Evaluation of public employees is consuming the last few
days of the 2010 General Assembly.
SB10-191 attempts to set performance evaluation criteria for public school
teachers and principals, and HB10-1409 attempts to set performance evaluation
criteria for state employees.
The mix and match of who's supporting which bills may
confuse the general citizen. The
various combinations confirm Ralph Waldo Emerson's famous quote: A foolish consistency is the hobgoblin
of little minds.
SB10-191: Reform or attack
SB10-191 has received furious, and conflicting, input from
teacher unions and education leaders.
Four governors support the bill, as well as former Denver Mayor Federico
Pena. These leaders believe the
bill represents the first important reform to teacher tenure, or, in its clunkier
form, non probationary employment status.

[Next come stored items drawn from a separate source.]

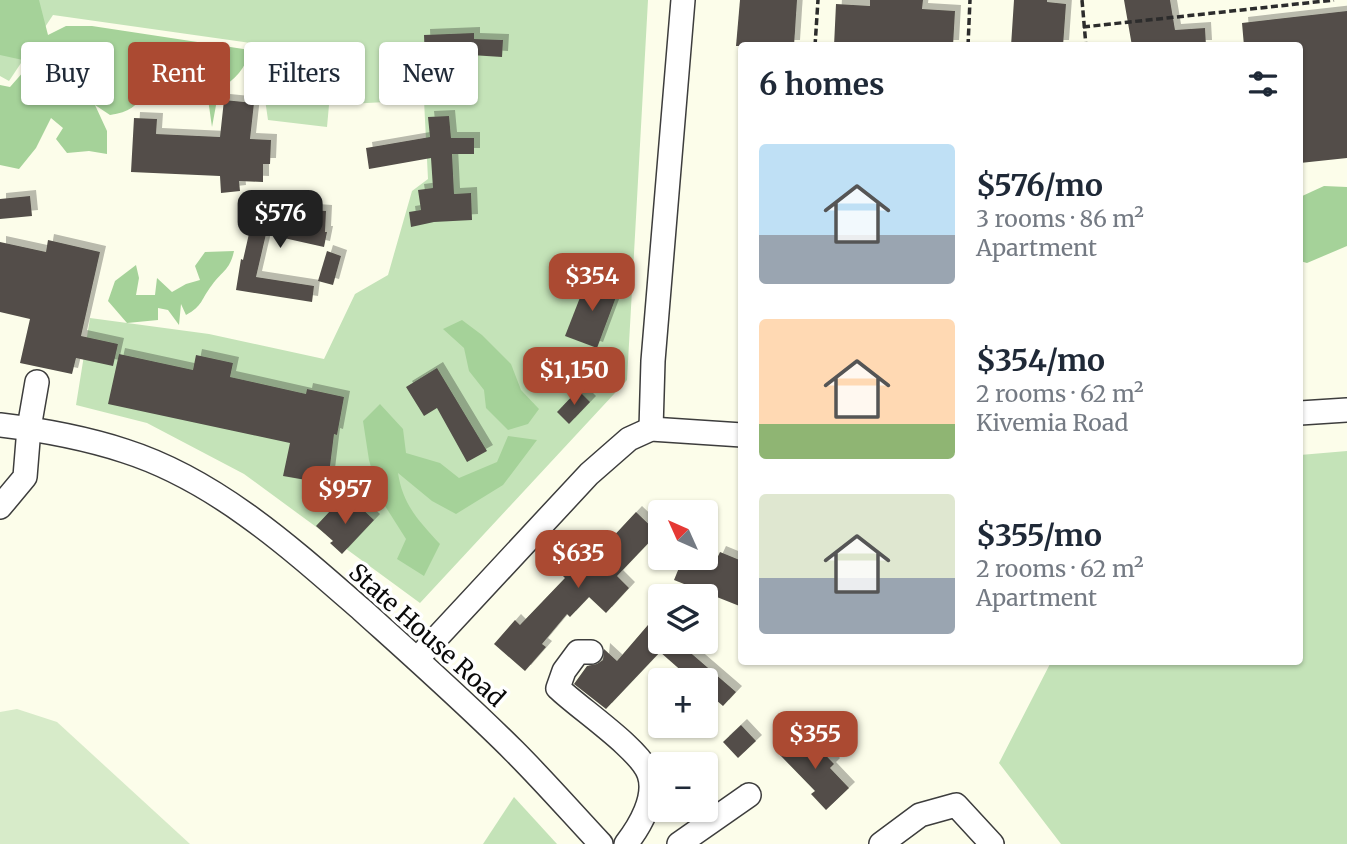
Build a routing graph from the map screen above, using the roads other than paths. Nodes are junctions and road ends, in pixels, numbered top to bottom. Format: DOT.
graph roads {
  1 [pos="683,0"];
  2 [pos="37,382"];
  3 [pos="1347,410"];
  4 [pos="1303,413"];
  5 [pos="0,425"];
  6 [pos="29,428"];
  7 [pos="651,429"];
  8 [pos="738,435"];
  9 [pos="0,507"];
  10 [pos="591,652"];
  11 [pos="417,659"];
  12 [pos="749,795"];
  13 [pos="601,844"];
  14 [pos="626,844"];
  15 [pos="679,844"];
  16 [pos="881,844"];
  17 [pos="992,844"];
  1 -- 7 [label="street"];
  2 -- 6 [label="street"];
  3 -- 4 [label="street"];
  5 -- 6 [label="street, State House Road"];
  6 -- 9 [label="street"];
  6 -- 11 [label="street, State House Road"];
  7 -- 8 [label="street"];
  7 -- 11 [label="street"];
  10 -- 14 [label="street"];
  11 -- 13 [label="street, State House Road"];
  12 -- 15 [label="street"];
  16 -- 17 [label="street"];
}
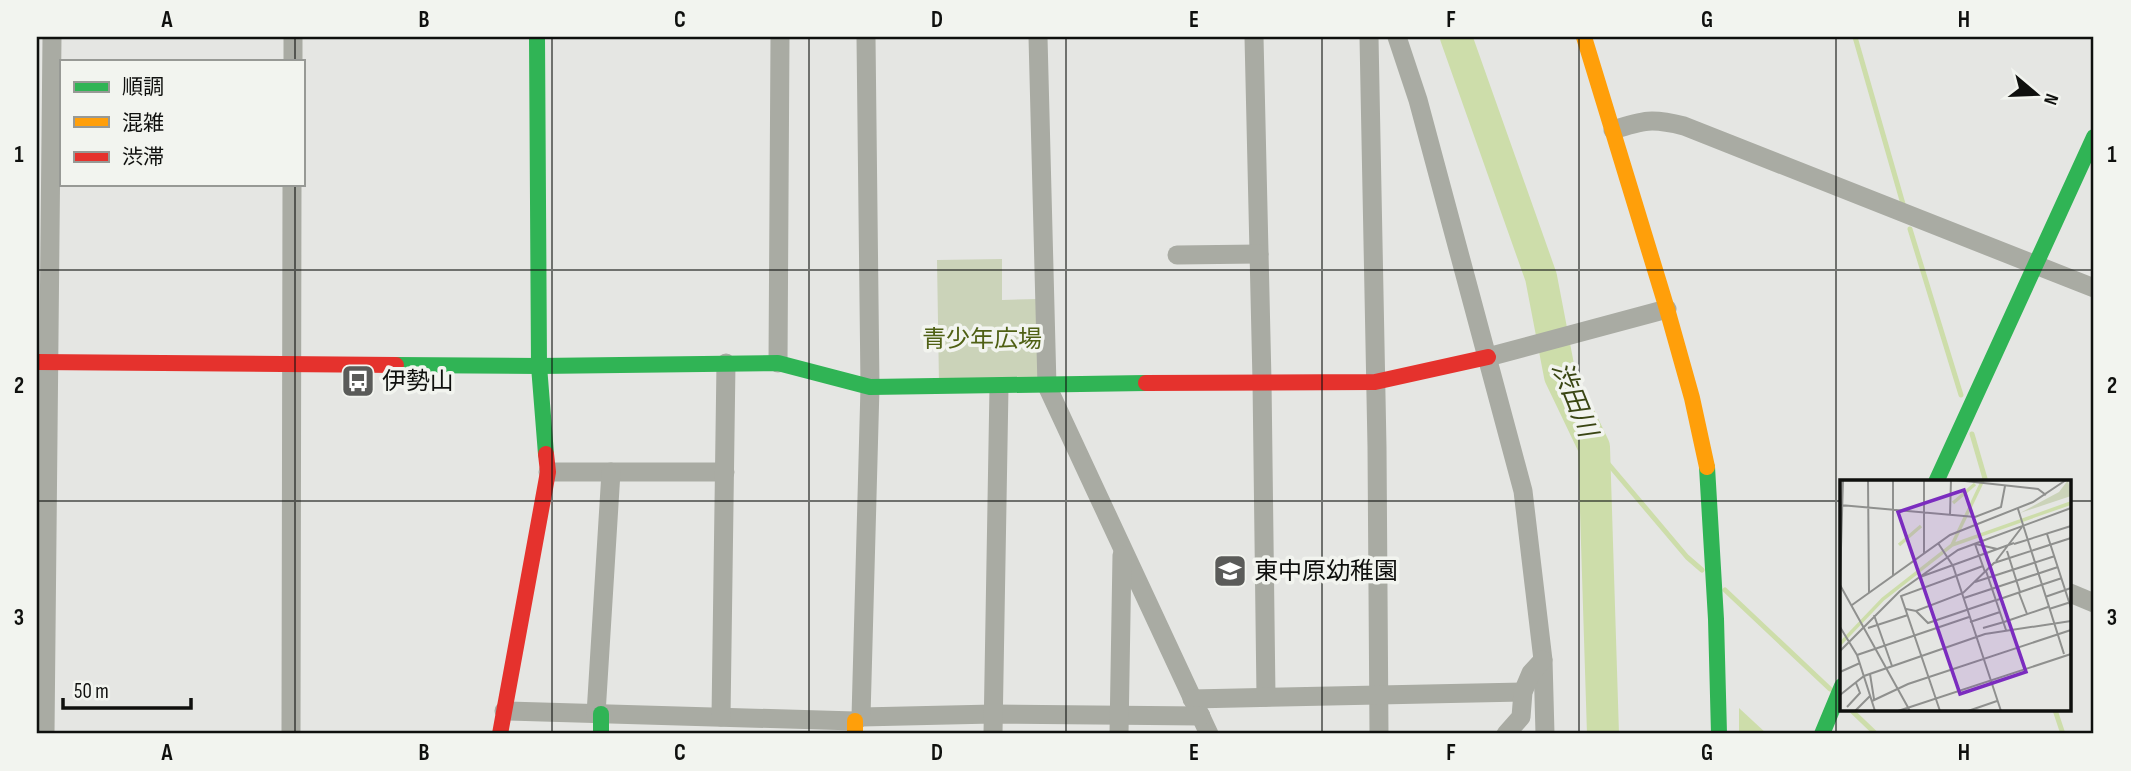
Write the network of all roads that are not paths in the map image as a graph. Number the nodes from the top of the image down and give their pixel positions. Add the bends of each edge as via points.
1 (52, 37) edge
2 (293, 37) edge
3 (537, 37) edge
4 (780, 37) edge
5 (866, 37) edge
6 (1038, 37) edge
7 (1254, 37) edge
8 (1369, 37) edge
9 (1397, 37) edge
10 (1584, 37) edge
11 (293, 60) edge
12 (1613, 130) junction
13 (2094, 137) edge
14 (292, 186) edge
15 (1259, 254) junction
16 (1177, 255) dead end
17 (2035, 266) junction
18 (2094, 288) edge
19 (1667, 309) junction
20 (1488, 357) junction
21 (43, 362) edge
22 (291, 362) junction
23 (726, 363) junction
24 (778, 363) junction
25 (539, 366) junction
26 (1262, 381) junction
27 (1375, 382) junction
28 (1047, 386) junction
29 (870, 387) junction
30 (999, 387) junction
31 (548, 472) junction
32 (611, 472) junction
33 (725, 472) junction
34 (1937, 480) edge
35 (1122, 551) junction
36 (2072, 594) edge
37 (2094, 603) edge
38 (1543, 660) junction
39 (1840, 691) edge
40 (1523, 692) junction
41 (1379, 695) junction
42 (1266, 697) junction
43 (1192, 698) junction
44 (504, 712) junction
45 (598, 714) junction
46 (993, 714) junction
47 (721, 717) junction
48 (857, 724) edge
49 (1119, 725) edge
50 (1205, 725) edge
51 (1824, 727) edge
52 (45, 734) edge
53 (291, 734) edge
54 (500, 734) edge
55 (601, 734) edge
56 (993, 734) edge
57 (1378, 734) edge
58 (1506, 734) edge
59 (1545, 734) edge
60 (1719, 734) edge

1 - 21 street
2 - 11 street
3 - 25 street
4 - 24 street
5 - 29 street
6 - 28 street
7 - 15 street
8 - 27 street
9 - 20 street
10 - 12 street
12 - 17 street via 1643,120 1684,126
12 - 19 street
13 - 17 street
14 - 22 street
15 - 16 street
15 - 26 street
17 - 18 street
17 - 34 street
19 - 20 street
19 - 60 street via 1707,464
20 - 27 street
20 - 38 street via 1523,491
21 - 22 street
21 - 52 street
22 - 25 street
22 - 53 street
23 - 24 street
23 - 25 street
23 - 33 street
24 - 29 street
25 - 31 street
26 - 27 street
26 - 28 street
26 - 42 street
27 - 41 street
28 - 30 street
28 - 35 street
29 - 30 street
29 - 48 street
30 - 46 street
31 - 32 street
31 - 44 street
32 - 33 street
32 - 45 street
33 - 47 street
35 - 43 street
35 - 49 street
36 - 37 street
38 - 40 street
38 - 59 street
39 - 51 street
40 - 41 street
40 - 58 street via 1521,717
41 - 42 street
41 - 57 street
42 - 43 street
43 - 50 street
44 - 45 street
44 - 54 street
45 - 47 street
45 - 55 street
46 - 48 street
46 - 49 street
46 - 56 street
47 - 48 street
49 - 50 street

Teachers see the bill as a blitzkrieg attack on the teaching
community by pseudo education reformers who aren't addressing the key issues
facing public education.
GOP supports 191, Dems split
Republican legislators support SB10-191 universally. Now that the bill is in the House, the
challenge for bill supporters will be to pick up enough Democrats to move the
bill forward.
Democrats split in the Senate, with seven Dem legislators
supporting the bill and fourteen Dems opposing. Apparently, some Democrats are barely speaking to each other
because of the bill, affecting the status of other education legislation such
as HB10-1430, a bill to change Colorado assessment tests from grades 8-10.
The theory of 191 is that annual teacher evaluation will
improve teacher quality. The bill also
changes how teachers receive and retain non probationary, or tenured,
status. If a non probationary
teacher receives two consecutive years of "ineffective" performance ratings,
that teacher goes back to probationary status and must improve to keep the job.
Other key features are that a Governor's Council will
determine highly effective, effective, and ineffective teaching criteria. Fifty percent of teacher evaluation
will be based on student test performance. School districts will have some freedom to determine
assessment tools.
This new evaluation process will allow principals to
identify who's doing the best teaching, or the worst. No particular compensation is attached to either rating -
only pride, apparently, and the expectation that the worst teachers will have
to improve or leave.
HB10-1409: Compensation reform or irrelevance
HB10-1409 probably has no Republican support, even though it
will also set up criteria for performance evaluation. Democrats see the bill as a way to give state employees an
incremental raise if they stay at one job over a period of time. Today, employees have to change jobs to
get a raise.
The bill requires the state department of personnel, with
department executives, to create twelve levels within pay grades for annual
increases. The increases only come
into play if the state experiences a five percent increase in Colorado personal
income in an 18 month period, and the employee receives a satisfactory
evaluation.
Rep. Mark Waller, R-El Paso, said the bill is a "tough one. On the one hand we have excellent state
employees who haven't been well compensated the last few years. But changing the system won't
help. We don't have the money, we
can't pay it out. The bill won't
do anything to change that at all."
Rep. Amy Stephens, R-El Paso, said that we have "wonderful
working state employees," but her husband hasn't gotten a pay increase in three
years, so this is a tough time to add more dollars to state salaries.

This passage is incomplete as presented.